Chapter 1

The initial directive for VII Corps participation in the assault on Normandy was issued by Headquarters First U.S. Army on 1 February 1944, based on the Anglo-American "Initial Joint Plan." The operation was out-lined sufficiently to permit initial estimates of troops, supplies, and shipping requirements to be made. VII Corps was to assault a beach on the eastern coast of the Cotentin Peninsula, secure a beachhead, and capture the port of Cherbourg, while V Corps and British and Canadian units made landings farther east in the area north of Bayeux. The 4th Infantry Division, newly arrived from the United States, was designated to make the assault on the VII Corps beach, aided by airborne landings of the 824 and 101st Airborne Divisions. Naval and Air Force units would support the attack by bombardment of enemy defenses and communications, and Service of Supply organizations would mount and supply the operation.

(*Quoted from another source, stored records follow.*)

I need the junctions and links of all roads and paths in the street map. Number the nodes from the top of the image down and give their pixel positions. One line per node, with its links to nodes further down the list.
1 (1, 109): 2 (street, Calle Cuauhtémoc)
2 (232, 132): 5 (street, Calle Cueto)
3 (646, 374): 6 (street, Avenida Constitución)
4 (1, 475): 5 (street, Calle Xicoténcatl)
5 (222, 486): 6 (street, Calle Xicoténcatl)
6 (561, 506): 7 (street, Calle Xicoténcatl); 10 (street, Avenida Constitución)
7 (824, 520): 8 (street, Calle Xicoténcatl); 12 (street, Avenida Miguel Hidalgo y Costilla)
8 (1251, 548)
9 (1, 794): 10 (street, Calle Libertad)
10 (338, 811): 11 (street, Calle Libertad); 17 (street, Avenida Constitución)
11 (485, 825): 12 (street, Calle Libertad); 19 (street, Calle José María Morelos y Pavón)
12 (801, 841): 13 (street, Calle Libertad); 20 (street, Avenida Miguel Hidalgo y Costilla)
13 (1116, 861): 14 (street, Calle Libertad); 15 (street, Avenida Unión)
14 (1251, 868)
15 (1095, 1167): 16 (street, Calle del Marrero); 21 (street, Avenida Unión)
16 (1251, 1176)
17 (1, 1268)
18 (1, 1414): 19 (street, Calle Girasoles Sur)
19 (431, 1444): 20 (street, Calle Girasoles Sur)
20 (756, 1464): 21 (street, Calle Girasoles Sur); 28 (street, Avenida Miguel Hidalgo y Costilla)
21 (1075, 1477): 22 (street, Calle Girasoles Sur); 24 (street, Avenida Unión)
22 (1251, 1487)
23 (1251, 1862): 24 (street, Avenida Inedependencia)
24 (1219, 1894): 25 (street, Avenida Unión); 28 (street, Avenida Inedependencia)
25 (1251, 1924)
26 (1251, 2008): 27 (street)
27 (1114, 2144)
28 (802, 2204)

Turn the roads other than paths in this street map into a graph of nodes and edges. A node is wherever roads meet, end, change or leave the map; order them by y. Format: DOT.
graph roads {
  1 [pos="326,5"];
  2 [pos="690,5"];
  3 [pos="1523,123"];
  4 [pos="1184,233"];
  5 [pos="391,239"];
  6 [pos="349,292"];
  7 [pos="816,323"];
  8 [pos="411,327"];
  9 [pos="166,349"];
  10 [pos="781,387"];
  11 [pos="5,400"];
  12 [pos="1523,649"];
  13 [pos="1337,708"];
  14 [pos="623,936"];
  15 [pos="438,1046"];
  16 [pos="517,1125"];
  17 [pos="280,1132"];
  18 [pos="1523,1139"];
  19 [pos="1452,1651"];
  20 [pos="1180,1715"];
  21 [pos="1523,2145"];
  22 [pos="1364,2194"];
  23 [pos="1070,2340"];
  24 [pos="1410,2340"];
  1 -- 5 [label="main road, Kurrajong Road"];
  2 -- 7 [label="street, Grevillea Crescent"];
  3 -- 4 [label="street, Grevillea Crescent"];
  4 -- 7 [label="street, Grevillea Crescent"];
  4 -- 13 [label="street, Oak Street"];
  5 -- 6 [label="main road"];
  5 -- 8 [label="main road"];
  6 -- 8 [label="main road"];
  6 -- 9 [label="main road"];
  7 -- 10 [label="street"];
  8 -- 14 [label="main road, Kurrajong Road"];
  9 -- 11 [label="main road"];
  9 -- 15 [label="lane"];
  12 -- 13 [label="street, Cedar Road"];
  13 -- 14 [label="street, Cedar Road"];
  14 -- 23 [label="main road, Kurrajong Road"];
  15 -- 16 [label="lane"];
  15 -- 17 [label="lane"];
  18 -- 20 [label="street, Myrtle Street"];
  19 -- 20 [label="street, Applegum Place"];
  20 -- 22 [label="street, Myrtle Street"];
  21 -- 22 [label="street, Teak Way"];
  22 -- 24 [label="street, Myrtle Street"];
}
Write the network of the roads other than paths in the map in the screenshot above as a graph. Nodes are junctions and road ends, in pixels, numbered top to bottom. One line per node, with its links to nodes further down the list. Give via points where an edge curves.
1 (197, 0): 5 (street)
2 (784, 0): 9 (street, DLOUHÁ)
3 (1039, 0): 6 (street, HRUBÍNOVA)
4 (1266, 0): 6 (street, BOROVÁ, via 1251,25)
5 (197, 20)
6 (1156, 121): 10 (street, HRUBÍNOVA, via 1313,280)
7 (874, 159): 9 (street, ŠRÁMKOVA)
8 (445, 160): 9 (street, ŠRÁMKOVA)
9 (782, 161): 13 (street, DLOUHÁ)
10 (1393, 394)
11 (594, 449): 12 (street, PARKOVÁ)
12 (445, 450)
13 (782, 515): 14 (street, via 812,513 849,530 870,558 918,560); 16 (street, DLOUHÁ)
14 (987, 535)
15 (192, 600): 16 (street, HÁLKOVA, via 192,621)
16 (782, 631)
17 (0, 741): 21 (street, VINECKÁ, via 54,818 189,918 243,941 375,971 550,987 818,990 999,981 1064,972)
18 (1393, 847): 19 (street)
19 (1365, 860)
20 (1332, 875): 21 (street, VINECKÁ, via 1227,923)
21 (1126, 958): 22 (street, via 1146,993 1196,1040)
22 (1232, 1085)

On 14 February 1944, Major General J. Lawton Collins, the original VII Corps Chief of Staff, returned to take command of the Corps. As a division and corps commander in the Pacific theater he had already conducted several successful campaigns against the Japanese, and with an experienced and masterful hand he now took over the guidance of the biggest military operation of his career.

Preparation for D-Day

Corps headquarters fairly teemed with activity. Plans were developed, each increasingly more detailed than the last, providing against every need and every emergency. Training was even more intensified as individuals learned and rehearsed the particular tasks each was to do, physically hardening themselves to meet the rigors of combat. Supplies and equipment accumulated in English bases. To facilitate coordination of details of the planning with the naval force which was to provide the lift, escort, and support for the operation, a planning group from the corps staff established planning headquarters adjacent to the offices of U.S. Naval Force "U" in Plymouth. Air support plans of the Ninth U.S. Army Air Force were integrated with plans for naval bombardment, and both fitted into the overall plan for the operation.

As the preparations advanced, joint training exercises for small units of the Army, Navy, and Air Force were held. The most critical events expected in the Normandy invasion were carefully rehearsed as larger units were brought into the problems. Precise details of coordination were arranged and rehearsed, such as how contact would be established between the two airborne divisions and the seaborne assault troops and what aerial bombardment and naval gundire would be brought on the known enemy defenses. Timing was worked out, routes of advance and contact points were selected, and every conceivable aspect of the coming battle was gone over time and again.

New information on the enemy situation was being received almost daily. So was information on new developments in our own techniques and equipment. Several details of the plans had to be changed as the result of this added knowledge, but everybody put forth his best effort and the adjustments were made rapidly. The spirit with which the troops accepted these changes and put their whole-hearted application into each improvement was a good indication of the full confidence they had in their leaders.

Training exercises increased successively in scope, culminating in the full scale dress rehearsal held in April on the Devonshire coast. Conditions were set up as nearly as possible like those to be encountered on the French coast and every detail of the operation was conducted just as it would be in France. This was our last "dry run". The next time would be for keeps.

Final revisions and corrections followed, last minute details were decided. Then, in the latter part of May, the largest military force ever to sail into action began to assemble in the Marshalling camps along the south coast of England. Our reinforced VII Corps, known during the assault phase of the operation as Assault Force "U", loaded its 30,000 troops and 3,500 vehicles on 4 troop transport ships and over 200 large landing craft at Plymouth, Brixham, Torquay, and Dartmouth, and there awaited orders to sail.

D-Day had been set as June 5th, but the forecast of unfavorable weather for the landing on that date resulted in the decision to postpone the attack one day. Beginning on June 4th, and following carefully arranged Naval plans, the great armada made up of the several assault forces of the Western Naval Task Force sailed out into the English Channel, slowest convoys first, fastest ships last. All were escorted, protected on the sea by units of the American and British Navies and in the air by a cover of Allied aircraft. Apparently either the German command was caught off guard or the German air and naval forces in France were so battered by the incessant Allied aerial bombardment that they were unable to oppose the crossing, and in the darkness of the short summer night these thousands of ships and boats assembled unmolested in their designated areas just off the French coast. Then, at the appointed hour, the naval crews went quietly about their well-rehearsed task of transferring the first waves of troops and equipment to the small, speedy landing craft which would carry them to the beaches.